--- START ---

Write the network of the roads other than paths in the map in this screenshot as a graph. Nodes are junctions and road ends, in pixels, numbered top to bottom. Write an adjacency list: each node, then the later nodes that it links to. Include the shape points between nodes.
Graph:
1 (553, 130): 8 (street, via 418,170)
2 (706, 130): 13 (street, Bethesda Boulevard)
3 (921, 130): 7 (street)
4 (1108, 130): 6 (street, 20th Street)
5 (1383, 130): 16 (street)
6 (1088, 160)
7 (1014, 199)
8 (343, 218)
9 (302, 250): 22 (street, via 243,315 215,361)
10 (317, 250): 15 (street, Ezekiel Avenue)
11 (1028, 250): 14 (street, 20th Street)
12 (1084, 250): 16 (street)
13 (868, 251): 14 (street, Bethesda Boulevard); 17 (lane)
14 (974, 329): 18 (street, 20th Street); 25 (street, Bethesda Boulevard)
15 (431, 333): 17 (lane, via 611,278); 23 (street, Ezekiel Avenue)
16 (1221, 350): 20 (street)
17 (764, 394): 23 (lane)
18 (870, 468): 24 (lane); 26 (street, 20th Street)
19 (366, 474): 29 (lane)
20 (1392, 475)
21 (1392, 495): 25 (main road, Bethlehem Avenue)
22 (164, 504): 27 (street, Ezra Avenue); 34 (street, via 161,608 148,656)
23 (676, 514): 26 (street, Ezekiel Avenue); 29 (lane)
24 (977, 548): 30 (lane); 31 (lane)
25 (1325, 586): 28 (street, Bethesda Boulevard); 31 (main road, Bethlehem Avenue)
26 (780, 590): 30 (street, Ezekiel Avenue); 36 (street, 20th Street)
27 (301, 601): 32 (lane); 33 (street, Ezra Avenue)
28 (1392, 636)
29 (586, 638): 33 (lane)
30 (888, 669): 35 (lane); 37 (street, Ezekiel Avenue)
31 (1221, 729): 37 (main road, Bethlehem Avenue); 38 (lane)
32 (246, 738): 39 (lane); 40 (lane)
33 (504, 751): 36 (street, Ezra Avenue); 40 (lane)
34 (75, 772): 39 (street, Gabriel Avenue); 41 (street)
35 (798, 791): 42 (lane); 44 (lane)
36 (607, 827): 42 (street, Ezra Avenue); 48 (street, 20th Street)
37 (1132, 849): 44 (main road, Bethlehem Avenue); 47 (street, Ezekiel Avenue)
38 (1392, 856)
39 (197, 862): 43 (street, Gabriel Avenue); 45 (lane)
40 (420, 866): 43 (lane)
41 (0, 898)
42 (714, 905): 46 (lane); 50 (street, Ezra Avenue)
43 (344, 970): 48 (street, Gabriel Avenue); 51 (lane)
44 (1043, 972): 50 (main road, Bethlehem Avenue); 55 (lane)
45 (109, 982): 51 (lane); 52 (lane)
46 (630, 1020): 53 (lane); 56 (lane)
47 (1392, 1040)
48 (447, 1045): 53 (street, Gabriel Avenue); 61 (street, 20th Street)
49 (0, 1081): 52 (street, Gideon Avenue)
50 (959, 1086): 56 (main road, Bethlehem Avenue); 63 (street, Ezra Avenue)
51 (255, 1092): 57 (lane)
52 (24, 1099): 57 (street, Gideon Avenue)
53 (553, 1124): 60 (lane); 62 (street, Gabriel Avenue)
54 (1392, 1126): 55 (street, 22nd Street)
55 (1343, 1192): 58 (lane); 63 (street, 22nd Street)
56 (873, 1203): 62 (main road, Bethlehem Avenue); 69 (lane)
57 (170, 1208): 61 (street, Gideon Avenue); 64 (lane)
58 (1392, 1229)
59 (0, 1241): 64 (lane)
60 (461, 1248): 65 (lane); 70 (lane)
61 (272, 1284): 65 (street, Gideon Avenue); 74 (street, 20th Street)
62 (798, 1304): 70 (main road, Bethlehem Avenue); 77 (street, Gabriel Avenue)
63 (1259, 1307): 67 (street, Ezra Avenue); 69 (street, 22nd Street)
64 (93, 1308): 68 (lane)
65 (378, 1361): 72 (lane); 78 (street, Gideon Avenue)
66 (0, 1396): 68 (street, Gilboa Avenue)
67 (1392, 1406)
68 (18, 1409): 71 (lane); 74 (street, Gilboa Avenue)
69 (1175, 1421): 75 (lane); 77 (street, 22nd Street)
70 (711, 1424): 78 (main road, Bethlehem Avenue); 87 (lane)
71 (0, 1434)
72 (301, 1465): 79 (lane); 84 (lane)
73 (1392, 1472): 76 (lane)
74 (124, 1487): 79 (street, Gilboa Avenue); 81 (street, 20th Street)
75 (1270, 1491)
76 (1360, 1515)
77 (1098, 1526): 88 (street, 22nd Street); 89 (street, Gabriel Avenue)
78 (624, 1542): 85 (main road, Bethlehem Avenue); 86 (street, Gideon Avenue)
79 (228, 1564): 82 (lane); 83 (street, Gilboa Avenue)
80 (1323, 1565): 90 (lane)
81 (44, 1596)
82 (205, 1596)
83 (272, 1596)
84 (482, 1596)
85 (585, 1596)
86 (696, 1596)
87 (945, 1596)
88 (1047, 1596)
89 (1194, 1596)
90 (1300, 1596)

--- END ---

*PROBLEM STATEMENT*
Copy every line above without altering a word.

*SOLUTION TO THIS PROBLEM*
Write the network of the roads other than paths in the map in this screenshot as a graph. Nodes are junctions and road ends, in pixels, numbered top to bottom. Write an adjacency list: each node, then the later nodes that it links to. Include the shape points between nodes.
Graph:
1 (553, 130): 8 (street, via 418,170)
2 (706, 130): 13 (street, Bethesda Boulevard)
3 (921, 130): 7 (street)
4 (1108, 130): 6 (street, 20th Street)
5 (1383, 130): 16 (street)
6 (1088, 160)
7 (1014, 199)
8 (343, 218)
9 (302, 250): 22 (street, via 243,315 215,361)
10 (317, 250): 15 (street, Ezekiel Avenue)
11 (1028, 250): 14 (street, 20th Street)
12 (1084, 250): 16 (street)
13 (868, 251): 14 (street, Bethesda Boulevard); 17 (lane)
14 (974, 329): 18 (street, 20th Street); 25 (street, Bethesda Boulevard)
15 (431, 333): 17 (lane, via 611,278); 23 (street, Ezekiel Avenue)
16 (1221, 350): 20 (street)
17 (764, 394): 23 (lane)
18 (870, 468): 24 (lane); 26 (street, 20th Street)
19 (366, 474): 29 (lane)
20 (1392, 475)
21 (1392, 495): 25 (main road, Bethlehem Avenue)
22 (164, 504): 27 (street, Ezra Avenue); 34 (street, via 161,608 148,656)
23 (676, 514): 26 (street, Ezekiel Avenue); 29 (lane)
24 (977, 548): 30 (lane); 31 (lane)
25 (1325, 586): 28 (street, Bethesda Boulevard); 31 (main road, Bethlehem Avenue)
26 (780, 590): 30 (street, Ezekiel Avenue); 36 (street, 20th Street)
27 (301, 601): 32 (lane); 33 (street, Ezra Avenue)
28 (1392, 636)
29 (586, 638): 33 (lane)
30 (888, 669): 35 (lane); 37 (street, Ezekiel Avenue)
31 (1221, 729): 37 (main road, Bethlehem Avenue); 38 (lane)
32 (246, 738): 39 (lane); 40 (lane)
33 (504, 751): 36 (street, Ezra Avenue); 40 (lane)
34 (75, 772): 39 (street, Gabriel Avenue); 41 (street)
35 (798, 791): 42 (lane); 44 (lane)
36 (607, 827): 42 (street, Ezra Avenue); 48 (street, 20th Street)
37 (1132, 849): 44 (main road, Bethlehem Avenue); 47 (street, Ezekiel Avenue)
38 (1392, 856)
39 (197, 862): 43 (street, Gabriel Avenue); 45 (lane)
40 (420, 866): 43 (lane)
41 (0, 898)
42 (714, 905): 46 (lane); 50 (street, Ezra Avenue)
43 (344, 970): 48 (street, Gabriel Avenue); 51 (lane)
44 (1043, 972): 50 (main road, Bethlehem Avenue); 55 (lane)
45 (109, 982): 51 (lane); 52 (lane)
46 (630, 1020): 53 (lane); 56 (lane)
47 (1392, 1040)
48 (447, 1045): 53 (street, Gabriel Avenue); 61 (street, 20th Street)
49 (0, 1081): 52 (street, Gideon Avenue)
50 (959, 1086): 56 (main road, Bethlehem Avenue); 63 (street, Ezra Avenue)
51 (255, 1092): 57 (lane)
52 (24, 1099): 57 (street, Gideon Avenue)
53 (553, 1124): 60 (lane); 62 (street, Gabriel Avenue)
54 (1392, 1126): 55 (street, 22nd Street)
55 (1343, 1192): 58 (lane); 63 (street, 22nd Street)
56 (873, 1203): 62 (main road, Bethlehem Avenue); 69 (lane)
57 (170, 1208): 61 (street, Gideon Avenue); 64 (lane)
58 (1392, 1229)
59 (0, 1241): 64 (lane)
60 (461, 1248): 65 (lane); 70 (lane)
61 (272, 1284): 65 (street, Gideon Avenue); 74 (street, 20th Street)
62 (798, 1304): 70 (main road, Bethlehem Avenue); 77 (street, Gabriel Avenue)
63 (1259, 1307): 67 (street, Ezra Avenue); 69 (street, 22nd Street)
64 (93, 1308): 68 (lane)
65 (378, 1361): 72 (lane); 78 (street, Gideon Avenue)
66 (0, 1396): 68 (street, Gilboa Avenue)
67 (1392, 1406)
68 (18, 1409): 71 (lane); 74 (street, Gilboa Avenue)
69 (1175, 1421): 75 (lane); 77 (street, 22nd Street)
70 (711, 1424): 78 (main road, Bethlehem Avenue); 87 (lane)
71 (0, 1434)
72 (301, 1465): 79 (lane); 84 (lane)
73 (1392, 1472): 76 (lane)
74 (124, 1487): 79 (street, Gilboa Avenue); 81 (street, 20th Street)
75 (1270, 1491)
76 (1360, 1515)
77 (1098, 1526): 88 (street, 22nd Street); 89 (street, Gabriel Avenue)
78 (624, 1542): 85 (main road, Bethlehem Avenue); 86 (street, Gideon Avenue)
79 (228, 1564): 82 (lane); 83 (street, Gilboa Avenue)
80 (1323, 1565): 90 (lane)
81 (44, 1596)
82 (205, 1596)
83 (272, 1596)
84 (482, 1596)
85 (585, 1596)
86 (696, 1596)
87 (945, 1596)
88 (1047, 1596)
89 (1194, 1596)
90 (1300, 1596)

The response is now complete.